► von Robert C. Koehler
Zu oft ist „das Recht” nicht mehr als Vorurteile, die in Kauderwelsch eingebettet sind.
So greift die Obama-Administration in ihrem Versuch, einen weiteren Whistleblower vernichtend zu schlagen, direkt das Recht von Journalisten an, vertrauliche Quellen zu schützen. Regierungsjuristen, die diese Woche vor dem obersten Gericht – welches die Berufung des Reporters der New York Times James Risen [1] gegen eine Gerichtsentscheidung ablehnte, die von ihm verlangen könnte, in dem Verfahren gegen einen ehemaligen Beamten der CIA auszusagen – laut New York Times versicherten, dass „Reporter kein Privileg haben sich zu weigern, direkte Beweise für kriminelles Fehlverhalten von vertraulichen Informanten preiszugeben.“
Fehlverhalten ist eine Sache, aber, wow, „kriminelles Fehlverhalten“ ist eine ganz andere.
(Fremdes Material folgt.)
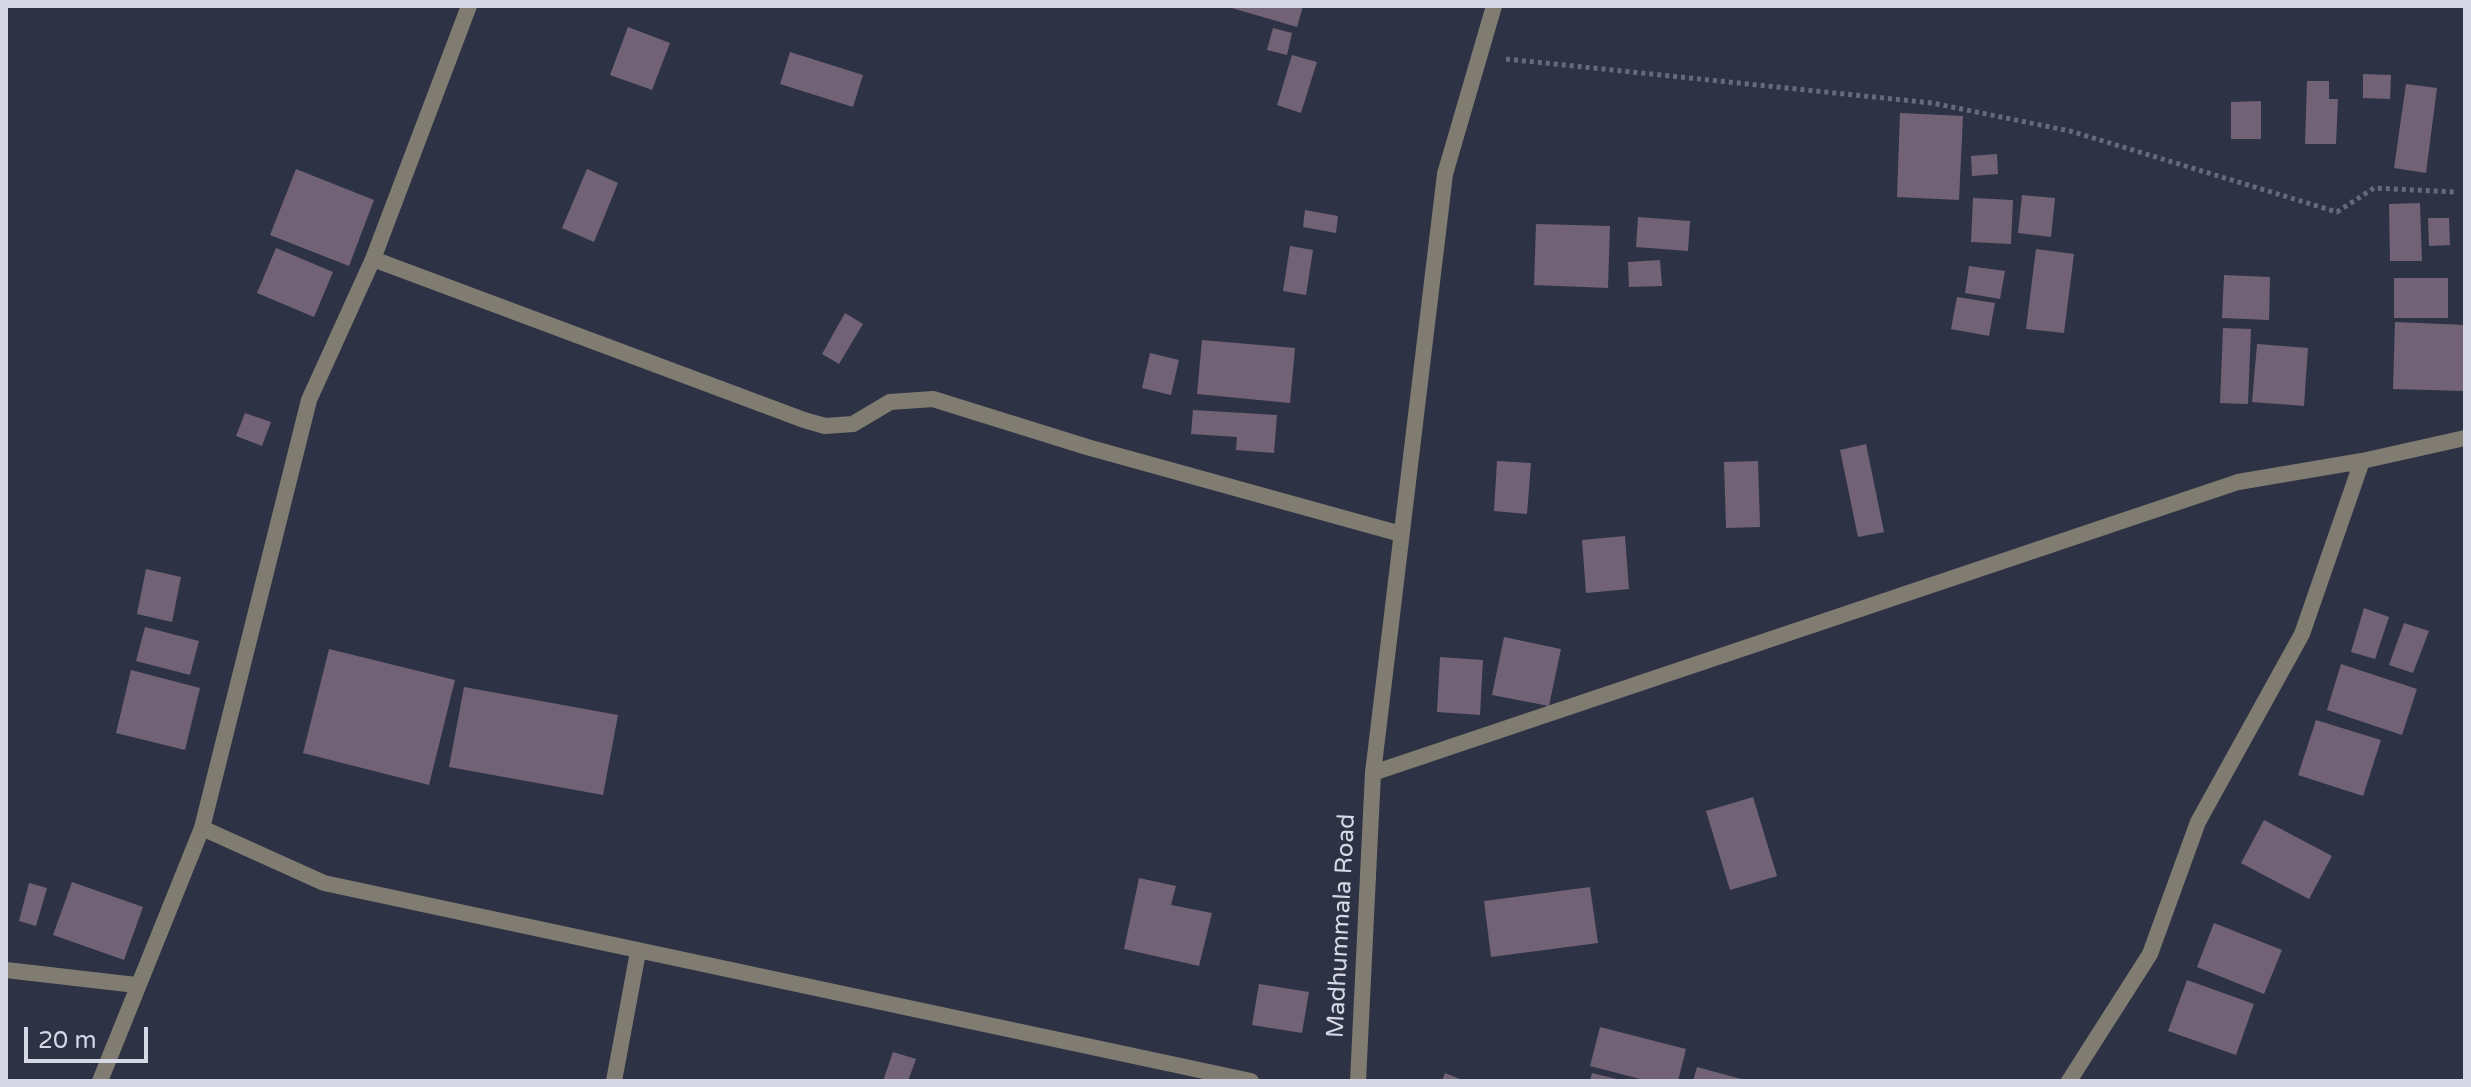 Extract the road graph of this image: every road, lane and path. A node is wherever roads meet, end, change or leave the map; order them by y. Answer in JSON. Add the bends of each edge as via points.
{"nodes":[{"id":1,"x":469,"y":6,"type":"edge"},
{"id":2,"x":1494,"y":6,"type":"edge"},
{"id":3,"x":1481,"y":57,"type":"junction"},
{"id":4,"x":2456,"y":192,"type":"dead end"},
{"id":5,"x":373,"y":259,"type":"junction"},
{"id":6,"x":2465,"y":438,"type":"edge"},
{"id":7,"x":2362,"y":461,"type":"junction"},
{"id":8,"x":1401,"y":534,"type":"junction"},
{"id":9,"x":1373,"y":773,"type":"junction"},
{"id":10,"x":202,"y":828,"type":"junction"},
{"id":11,"x":638,"y":952,"type":"junction"},
{"id":12,"x":6,"y":970,"type":"edge"},
{"id":13,"x":136,"y":985,"type":"junction"},
{"id":14,"x":100,"y":1081,"type":"edge"},
{"id":15,"x":614,"y":1081,"type":"edge"},
{"id":16,"x":1251,"y":1081,"type":"edge"},
{"id":17,"x":1358,"y":1081,"type":"edge"},
{"id":18,"x":2069,"y":1081,"type":"edge"}],
"edges":[{"from":1,"to":5,"type":"street"},
{"from":2,"to":3,"type":"street","name":"Madhummala Road"},
{"from":3,"to":4,"type":"path","via":[[1932,103],[2070,131],[2337,212],[2374,188]]},
{"from":3,"to":8,"type":"street","name":"Madhummala Road","via":[[1445,174]]},
{"from":5,"to":8,"type":"street","via":[[825,426],[853,424],[890,402],[933,399]]},
{"from":5,"to":10,"type":"street","via":[[309,400]]},
{"from":6,"to":7,"type":"street"},
{"from":7,"to":9,"type":"street","via":[[2238,482]]},
{"from":7,"to":18,"type":"street","via":[[2302,634],[2198,822],[2150,954]]},
{"from":8,"to":9,"type":"street","name":"Madhummala Road"},
{"from":9,"to":17,"type":"street","name":"Madhummala Road"},
{"from":10,"to":11,"type":"street","via":[[324,883]]},
{"from":10,"to":13,"type":"street"},
{"from":11,"to":15,"type":"street"},
{"from":11,"to":16,"type":"street"},
{"from":12,"to":13,"type":"street"},
{"from":13,"to":14,"type":"street"}]} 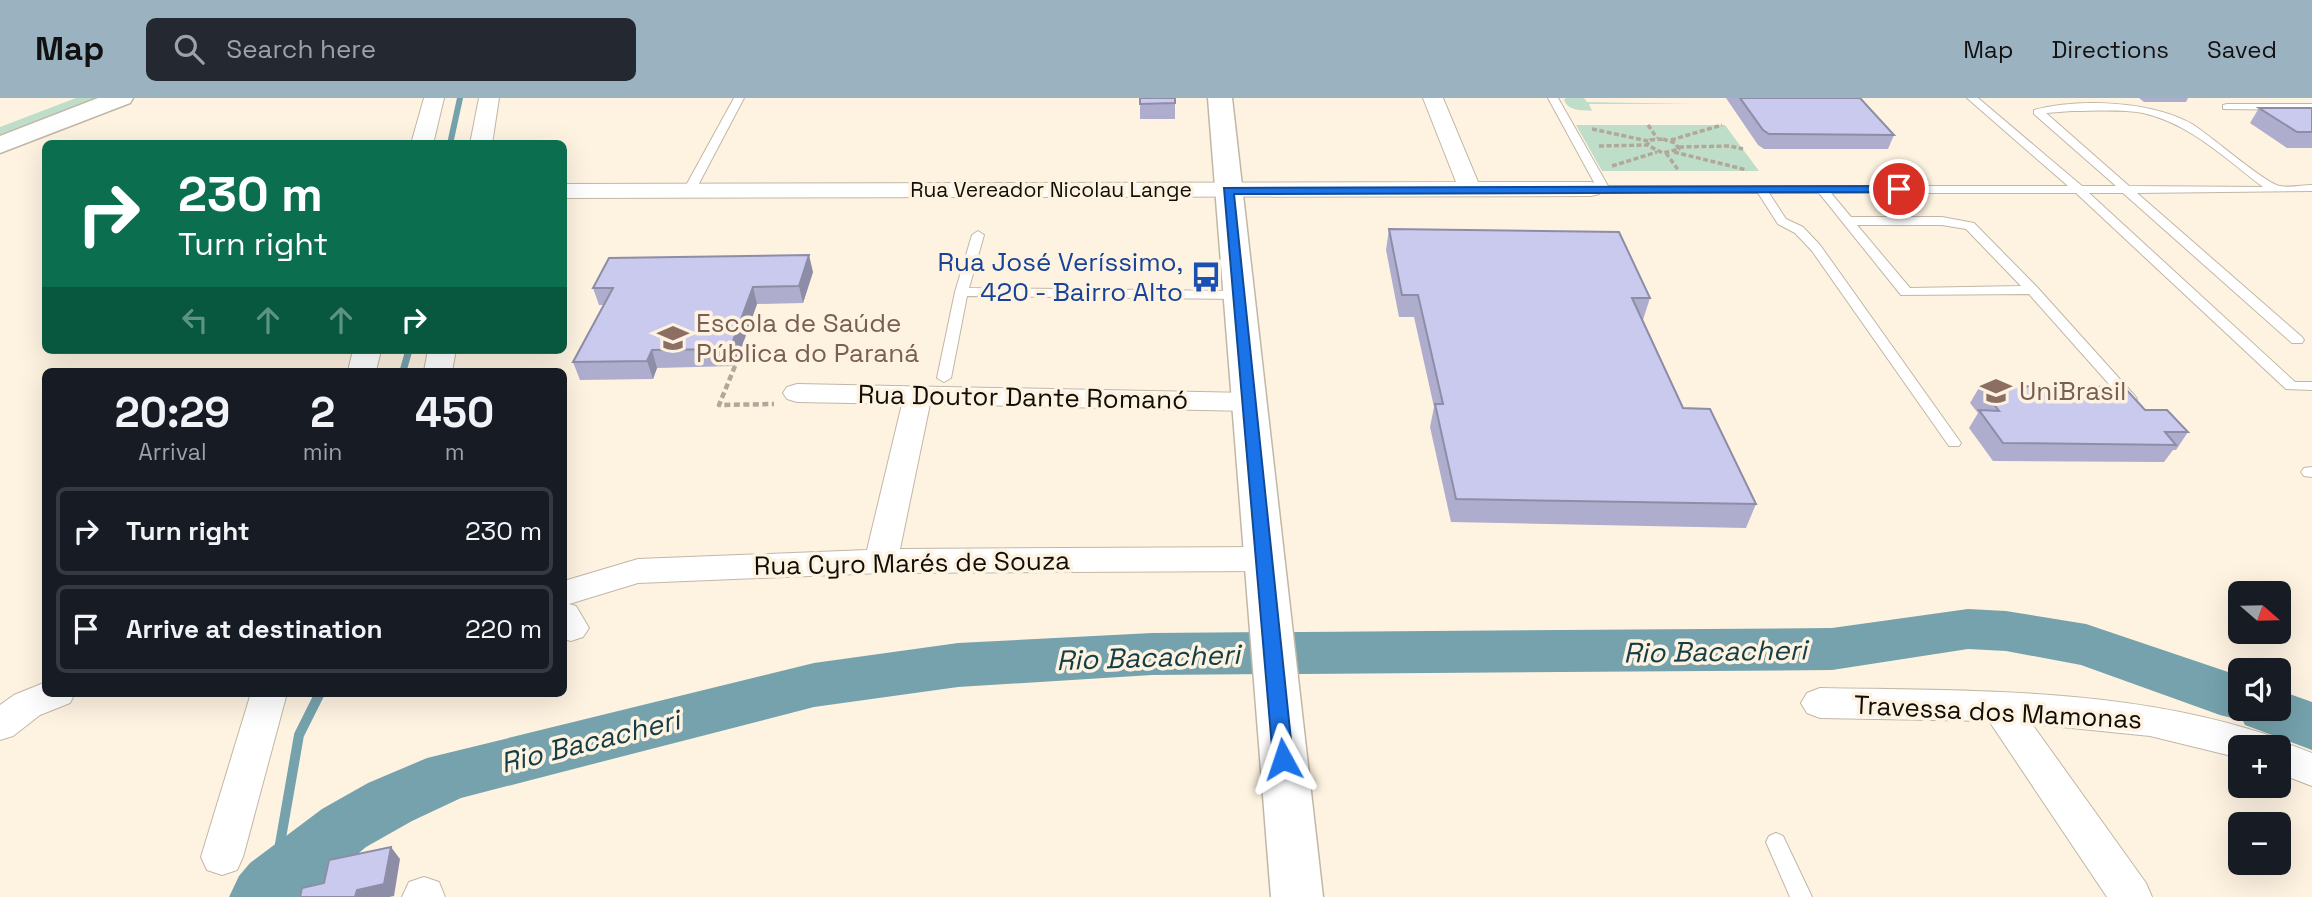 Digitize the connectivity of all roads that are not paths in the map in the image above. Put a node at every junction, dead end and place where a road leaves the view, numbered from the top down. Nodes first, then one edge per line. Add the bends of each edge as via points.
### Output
1 (62, 98) edge
2 (121, 98) edge
3 (434, 98) edge
4 (489, 98) edge
5 (739, 98) edge
6 (1220, 98) edge
7 (1433, 98) edge
8 (1553, 98) edge
9 (1972, 98) edge
10 (2227, 107) dead end
11 (2312, 107) edge
12 (0, 121) edge
13 (423, 140) edge
14 (482, 140) edge
15 (0, 145) edge
16 (1599, 183) junction
17 (2312, 188) edge
18 (1761, 189) junction
19 (1822, 189) junction
20 (2078, 189) junction
21 (1228, 190) junction
22 (1470, 190) junction
23 (2127, 190) junction
24 (2275, 190) junction
25 (567, 191) edge
26 (688, 191) junction
27 (1847, 221) junction
28 (978, 235) dead end
29 (2032, 290) junction
30 (961, 292) junction
31 (1238, 295) junction
32 (2297, 340) dead end
33 (944, 379) dead end
34 (2312, 386) edge
35 (918, 395) junction
36 (789, 399) road end
37 (2130, 399) edge
38 (1249, 402) junction
39 (1954, 443) dead end
40 (881, 561) junction
41 (1266, 578) junction
42 (567, 592) edge
43 (47, 697) edge
44 (268, 697) edge
45 (1820, 703) dead end
46 (2000, 708) junction
47 (0, 725) edge
48 (2228, 737) edge
49 (2291, 761) edge
50 (2312, 770) edge
51 (1776, 842) dead end
52 (222, 857) dead end
53 (1297, 897) edge
54 (1801, 897) edge
55 (2131, 897) edge

1 - 12 main road
2 - 15 main road
3 - 13 street
4 - 14 street
5 - 26 lane
6 - 21 main road
7 - 22 street
8 - 16 lane
9 - 20 lane
10 - 11 lane
16 - 18 lane, Rua Vereador Nicolau Lange
16 - 22 street, Rua Vereador Nicolau Lange
17 - 24 lane, Rua Vereador Nicolau Lange
18 - 19 lane, Rua Vereador Nicolau Lange
18 - 39 lane via 1782,221 1799,230 1816,248
19 - 20 lane, Rua Vereador Nicolau Lange
19 - 27 lane
20 - 23 lane, Rua Vereador Nicolau Lange
20 - 34 lane via 2291,386
21 - 22 street, Rua Vereador Nicolau Lange
21 - 26 street, Rua Vereador Nicolau Lange
21 - 31 main road
23 - 24 lane, Rua Vereador Nicolau Lange
23 - 24 lane via 2038,112 2139,110 2173,119
23 - 32 lane
25 - 26 street, Rua Vereador Nicolau Lange
27 - 29 lane via 1942,221 1970,226
27 - 29 lane via 1906,292
28 - 30 lane
29 - 37 lane
30 - 31 lane
30 - 33 lane
31 - 38 main road
35 - 36 street, Rua Doutor Dante Romanó
35 - 38 street, Rua Doutor Dante Romanó
35 - 40 street
38 - 41 main road
40 - 41 street, Rua Cyro Marés de Souza
40 - 42 street, Rua Cyro Marés de Souza via 638,571
41 - 53 main road
43 - 47 street
44 - 52 street
45 - 46 street, Travessa dos Mamonas
46 - 48 street, Travessa dos Mamonas via 2122,715
46 - 55 street
49 - 50 street
51 - 54 lane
Die Phrase strotzt vor gerechtem Zorn, und ruft ein Gefühl von Jetzt-ist-aber-Schluss-Ernst hervor, das die Fundamente unserer Gesellschaft erzittern lässt. Der ehemalige CIA-Beamte Jeffrey Sterling [2], den die Administration festnageln will, hat vielleicht geheime Informationen weitergegeben – das behauptet die Regierung – an den Reporter Risen, und daher die Sicherheit des Landes in Gefahr gebracht. Kriminelles Fehlverhalten! Kriminell wie Mord, Vergewaltigung und Ladendiebstahl. Die Freiheit der Presse gibt Journalisten nicht das Privileg, Menschen wie diesen zu schützen.